* WHAT YOU HAVE TO DO: Set down the records once more, please, exactly and with the pictures left out.

* RECORDS TO USE:
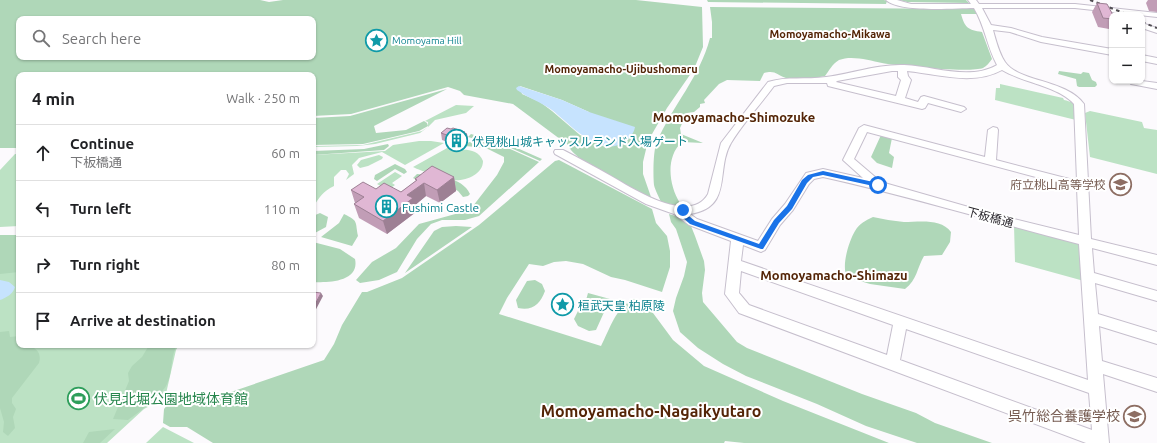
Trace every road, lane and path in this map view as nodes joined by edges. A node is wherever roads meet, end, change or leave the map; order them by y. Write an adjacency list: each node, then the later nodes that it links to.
1 (890, 0): 2 (street)
2 (974, 3): 3 (street); 7 (street)
3 (1098, 4): 4 (street); 5 (street)
4 (1109, 13)
5 (1157, 15)
6 (1145, 26): 8 (street)
7 (988, 27): 9 (street); 12 (street)
8 (1157, 31)
9 (1109, 51)
10 (1145, 59): 11 (street)
11 (1157, 61)
12 (1002, 66): 13 (street); 23 (street)
13 (902, 68): 14 (street); 17 (street)
14 (834, 78): 17 (street); 24 (street)
15 (1142, 84): 16 (street)
16 (1157, 86)
17 (900, 100): 18 (street)
18 (961, 109)
19 (993, 130): 21 (street)
20 (559, 152): 24 (street)
21 (990, 162): 22 (street); 23 (street)
22 (878, 185): 25 (street, 下板橋通); 26 (street, 下板橋通)
23 (1082, 186): 26 (street)
24 (677, 210): 25 (street)
25 (737, 239): 28 (street)
26 (1085, 242): 27 (street, 下板橋通); 29 (street)
27 (1157, 260)
28 (735, 264): 32 (street); 34 (street)
29 (1088, 276): 30 (street); 31 (street)
30 (1157, 296)
31 (1091, 318): 33 (street); 35 (street)
32 (901, 321): 34 (street); 37 (street)
33 (1157, 338)
34 (892, 364): 38 (street)
35 (1095, 365): 36 (street); 37 (street)
36 (1157, 385)
37 (1096, 389): 38 (street)
38 (1101, 442)

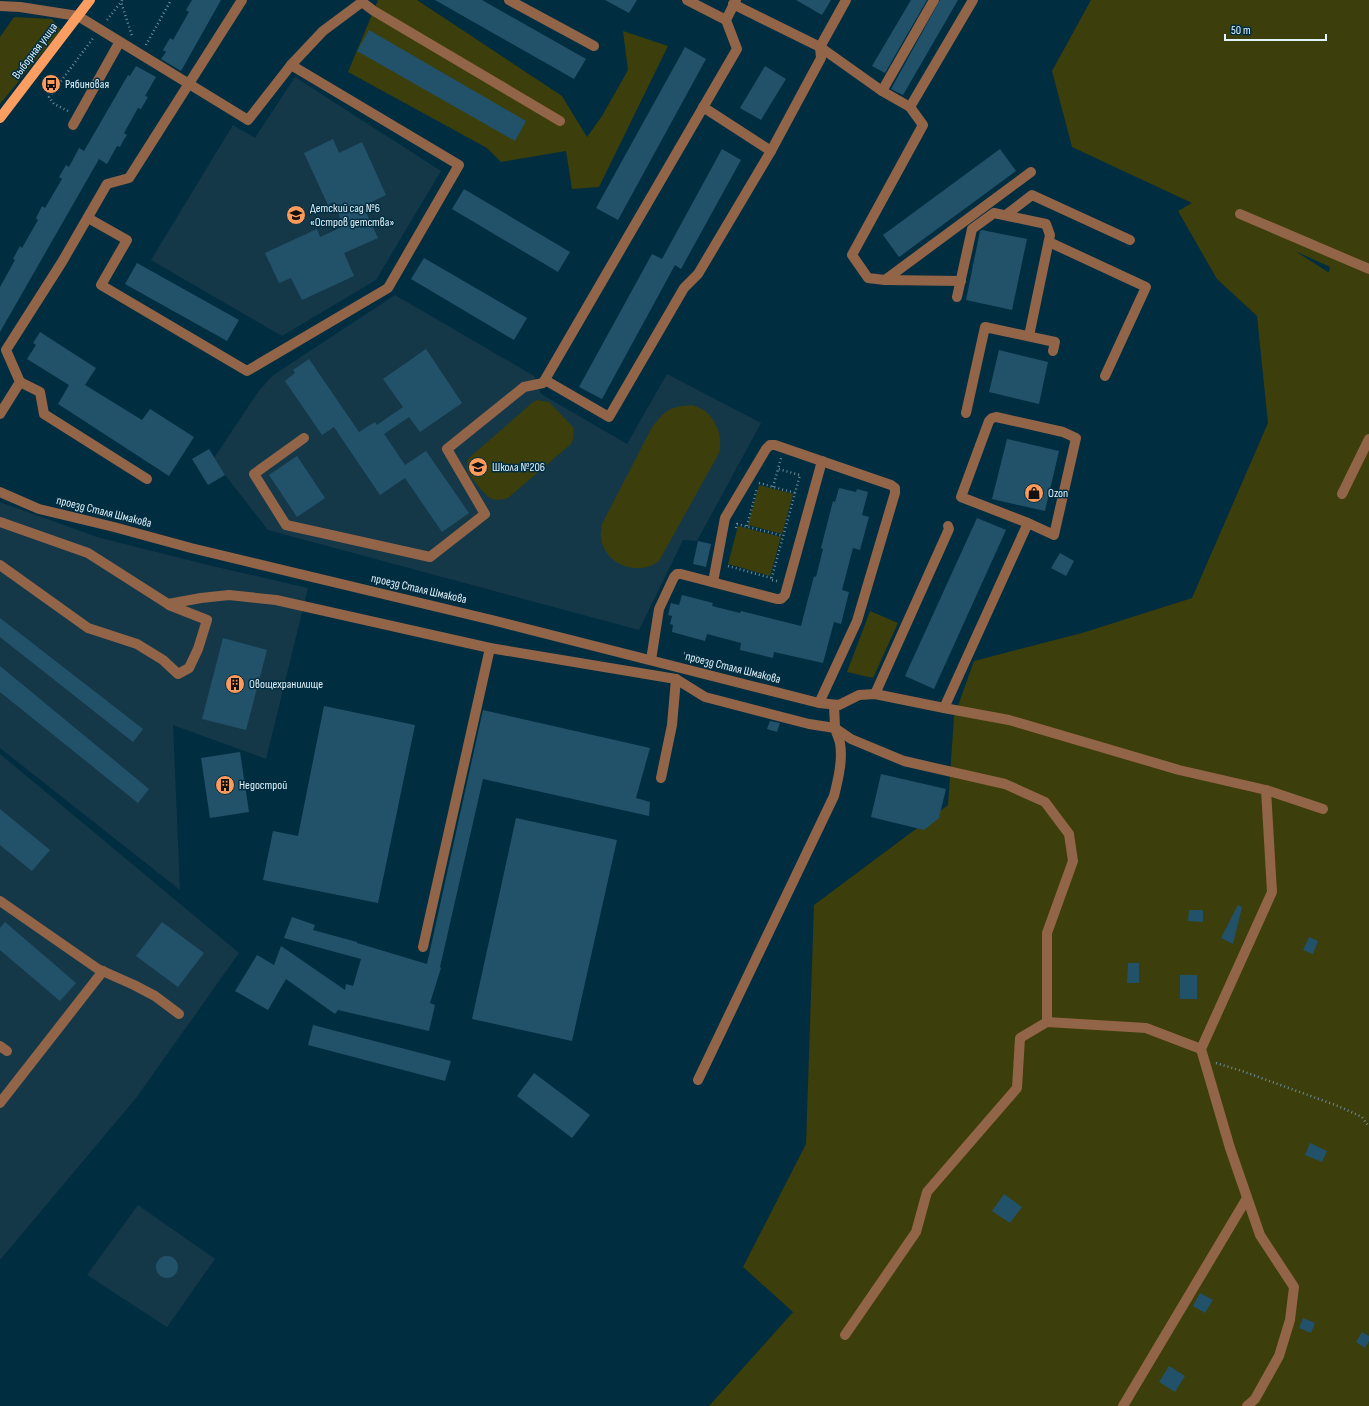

* ANSWER FOR THE TASK:
Trace every road, lane and path in this map view as nodes joined by edges. A node is wherever roads meet, end, change or leave the map; order them by y. Write an adjacency list: each node, then the later nodes that it links to.
1 (890, 0): 2 (street)
2 (974, 3): 3 (street); 7 (street)
3 (1098, 4): 4 (street); 5 (street)
4 (1109, 13)
5 (1157, 15)
6 (1145, 26): 8 (street)
7 (988, 27): 9 (street); 12 (street)
8 (1157, 31)
9 (1109, 51)
10 (1145, 59): 11 (street)
11 (1157, 61)
12 (1002, 66): 13 (street); 23 (street)
13 (902, 68): 14 (street); 17 (street)
14 (834, 78): 17 (street); 24 (street)
15 (1142, 84): 16 (street)
16 (1157, 86)
17 (900, 100): 18 (street)
18 (961, 109)
19 (993, 130): 21 (street)
20 (559, 152): 24 (street)
21 (990, 162): 22 (street); 23 (street)
22 (878, 185): 25 (street, 下板橋通); 26 (street, 下板橋通)
23 (1082, 186): 26 (street)
24 (677, 210): 25 (street)
25 (737, 239): 28 (street)
26 (1085, 242): 27 (street, 下板橋通); 29 (street)
27 (1157, 260)
28 (735, 264): 32 (street); 34 (street)
29 (1088, 276): 30 (street); 31 (street)
30 (1157, 296)
31 (1091, 318): 33 (street); 35 (street)
32 (901, 321): 34 (street); 37 (street)
33 (1157, 338)
34 (892, 364): 38 (street)
35 (1095, 365): 36 (street); 37 (street)
36 (1157, 385)
37 (1096, 389): 38 (street)
38 (1101, 442)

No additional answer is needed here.